What the task requires: All entries must be transcribed exactly, down to the last character.

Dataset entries
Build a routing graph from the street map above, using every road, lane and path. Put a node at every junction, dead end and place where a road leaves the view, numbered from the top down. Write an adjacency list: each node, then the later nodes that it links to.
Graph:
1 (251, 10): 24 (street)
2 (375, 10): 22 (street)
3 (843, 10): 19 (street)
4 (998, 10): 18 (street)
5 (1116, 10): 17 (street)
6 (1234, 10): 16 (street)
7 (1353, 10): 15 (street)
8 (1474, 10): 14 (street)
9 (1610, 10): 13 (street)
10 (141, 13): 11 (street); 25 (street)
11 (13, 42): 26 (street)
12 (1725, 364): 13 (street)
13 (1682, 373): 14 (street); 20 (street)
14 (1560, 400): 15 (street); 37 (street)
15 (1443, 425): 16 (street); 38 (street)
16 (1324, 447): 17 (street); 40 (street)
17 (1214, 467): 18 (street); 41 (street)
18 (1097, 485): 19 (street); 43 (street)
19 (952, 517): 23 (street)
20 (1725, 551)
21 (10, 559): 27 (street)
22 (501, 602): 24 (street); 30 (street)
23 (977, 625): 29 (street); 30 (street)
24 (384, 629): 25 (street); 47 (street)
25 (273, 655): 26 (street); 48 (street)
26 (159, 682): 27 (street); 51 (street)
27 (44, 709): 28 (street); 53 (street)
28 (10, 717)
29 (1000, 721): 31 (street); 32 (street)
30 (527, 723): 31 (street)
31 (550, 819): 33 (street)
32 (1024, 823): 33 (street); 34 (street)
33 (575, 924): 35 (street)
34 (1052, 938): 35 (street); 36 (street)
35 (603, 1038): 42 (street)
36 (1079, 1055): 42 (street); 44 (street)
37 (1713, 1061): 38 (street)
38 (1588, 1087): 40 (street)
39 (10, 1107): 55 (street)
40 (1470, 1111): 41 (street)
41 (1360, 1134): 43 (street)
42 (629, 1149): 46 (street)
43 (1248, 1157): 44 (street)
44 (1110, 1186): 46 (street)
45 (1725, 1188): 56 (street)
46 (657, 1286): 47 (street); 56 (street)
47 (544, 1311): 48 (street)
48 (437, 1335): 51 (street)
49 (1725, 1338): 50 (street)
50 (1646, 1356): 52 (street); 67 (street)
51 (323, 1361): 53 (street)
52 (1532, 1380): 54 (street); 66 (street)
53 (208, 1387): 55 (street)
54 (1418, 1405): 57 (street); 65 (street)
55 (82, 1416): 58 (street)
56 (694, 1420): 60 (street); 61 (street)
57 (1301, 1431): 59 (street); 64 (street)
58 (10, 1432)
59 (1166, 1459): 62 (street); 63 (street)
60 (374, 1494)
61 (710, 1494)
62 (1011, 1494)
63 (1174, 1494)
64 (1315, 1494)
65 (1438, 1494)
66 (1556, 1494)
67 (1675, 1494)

Task solution:
Build a routing graph from the street map above, using every road, lane and path. Put a node at every junction, dead end and place where a road leaves the view, numbered from the top down. Write an adjacency list: each node, then the later nodes that it links to.
Graph:
1 (251, 10): 24 (street)
2 (375, 10): 22 (street)
3 (843, 10): 19 (street)
4 (998, 10): 18 (street)
5 (1116, 10): 17 (street)
6 (1234, 10): 16 (street)
7 (1353, 10): 15 (street)
8 (1474, 10): 14 (street)
9 (1610, 10): 13 (street)
10 (141, 13): 11 (street); 25 (street)
11 (13, 42): 26 (street)
12 (1725, 364): 13 (street)
13 (1682, 373): 14 (street); 20 (street)
14 (1560, 400): 15 (street); 37 (street)
15 (1443, 425): 16 (street); 38 (street)
16 (1324, 447): 17 (street); 40 (street)
17 (1214, 467): 18 (street); 41 (street)
18 (1097, 485): 19 (street); 43 (street)
19 (952, 517): 23 (street)
20 (1725, 551)
21 (10, 559): 27 (street)
22 (501, 602): 24 (street); 30 (street)
23 (977, 625): 29 (street); 30 (street)
24 (384, 629): 25 (street); 47 (street)
25 (273, 655): 26 (street); 48 (street)
26 (159, 682): 27 (street); 51 (street)
27 (44, 709): 28 (street); 53 (street)
28 (10, 717)
29 (1000, 721): 31 (street); 32 (street)
30 (527, 723): 31 (street)
31 (550, 819): 33 (street)
32 (1024, 823): 33 (street); 34 (street)
33 (575, 924): 35 (street)
34 (1052, 938): 35 (street); 36 (street)
35 (603, 1038): 42 (street)
36 (1079, 1055): 42 (street); 44 (street)
37 (1713, 1061): 38 (street)
38 (1588, 1087): 40 (street)
39 (10, 1107): 55 (street)
40 (1470, 1111): 41 (street)
41 (1360, 1134): 43 (street)
42 (629, 1149): 46 (street)
43 (1248, 1157): 44 (street)
44 (1110, 1186): 46 (street)
45 (1725, 1188): 56 (street)
46 (657, 1286): 47 (street); 56 (street)
47 (544, 1311): 48 (street)
48 (437, 1335): 51 (street)
49 (1725, 1338): 50 (street)
50 (1646, 1356): 52 (street); 67 (street)
51 (323, 1361): 53 (street)
52 (1532, 1380): 54 (street); 66 (street)
53 (208, 1387): 55 (street)
54 (1418, 1405): 57 (street); 65 (street)
55 (82, 1416): 58 (street)
56 (694, 1420): 60 (street); 61 (street)
57 (1301, 1431): 59 (street); 64 (street)
58 (10, 1432)
59 (1166, 1459): 62 (street); 63 (street)
60 (374, 1494)
61 (710, 1494)
62 (1011, 1494)
63 (1174, 1494)
64 (1315, 1494)
65 (1438, 1494)
66 (1556, 1494)
67 (1675, 1494)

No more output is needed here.